The refractive astigmatism of the CRI group decreased significantly from 0.89 ± 0.22 preoperatively to 0.39 ± 0.25 D at 1 month and 0.35 ± 0.30 D at 3 months postoperatively, and from 0.46 ± 0.32 D to 0.45 ± 0.34 D and 0.44 ± 0.30 D in the control group, respectively (P < 0.001). The preoperative anterior corneal astigmatism of the CRI group was significantly higher than the control group (P < 0.001) and decreased significantly from 1.03 ± 0.32 D preoperatively to 0.74 ± 0.36 D at 1 month and 0.69 ± 0.39 D at 3 months postoperatively (P < 0.001). The preoperative posterior corneal astigmatism of the CRI group decreased significantly from 0.32 ± 0.11 D preoperatively to 0.28 ± 0.12 D at 1 month and 0.25 ± 0.10 D at 3 months postoperatively (P < 0.001).
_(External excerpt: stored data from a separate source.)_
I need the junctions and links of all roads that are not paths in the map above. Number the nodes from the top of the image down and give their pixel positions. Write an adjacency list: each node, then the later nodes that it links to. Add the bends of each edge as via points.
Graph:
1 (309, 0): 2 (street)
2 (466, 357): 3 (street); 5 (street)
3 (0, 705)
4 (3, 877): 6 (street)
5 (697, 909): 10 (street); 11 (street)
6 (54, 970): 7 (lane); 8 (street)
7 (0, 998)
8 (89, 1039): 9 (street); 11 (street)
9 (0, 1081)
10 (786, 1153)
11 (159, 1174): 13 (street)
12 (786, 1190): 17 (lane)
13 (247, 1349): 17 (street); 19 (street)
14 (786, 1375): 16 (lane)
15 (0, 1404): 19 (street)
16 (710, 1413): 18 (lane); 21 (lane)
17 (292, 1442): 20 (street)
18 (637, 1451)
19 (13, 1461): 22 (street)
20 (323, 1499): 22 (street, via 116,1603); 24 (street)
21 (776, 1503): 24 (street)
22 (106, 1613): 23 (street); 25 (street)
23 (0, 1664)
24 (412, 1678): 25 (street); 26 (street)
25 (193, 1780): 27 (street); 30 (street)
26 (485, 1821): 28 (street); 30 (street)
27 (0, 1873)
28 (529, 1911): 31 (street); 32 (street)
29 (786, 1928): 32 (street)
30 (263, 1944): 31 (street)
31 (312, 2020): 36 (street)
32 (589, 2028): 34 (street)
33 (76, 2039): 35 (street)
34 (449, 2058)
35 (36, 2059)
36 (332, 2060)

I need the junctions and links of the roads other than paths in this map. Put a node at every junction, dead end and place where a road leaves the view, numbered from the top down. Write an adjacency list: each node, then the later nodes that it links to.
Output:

There were significant differences in the postoperative RMS of trefoil aberration and total HOAs of the whole cornea, anterior cornea, and posterior cornea between the two groups (P < 0.05).

Conclusion

EVO-ICL implantation combined with a corneal relaxing incision to correct moderate-to-high myopia with low astigmatism is safe and effective with good short-term stability.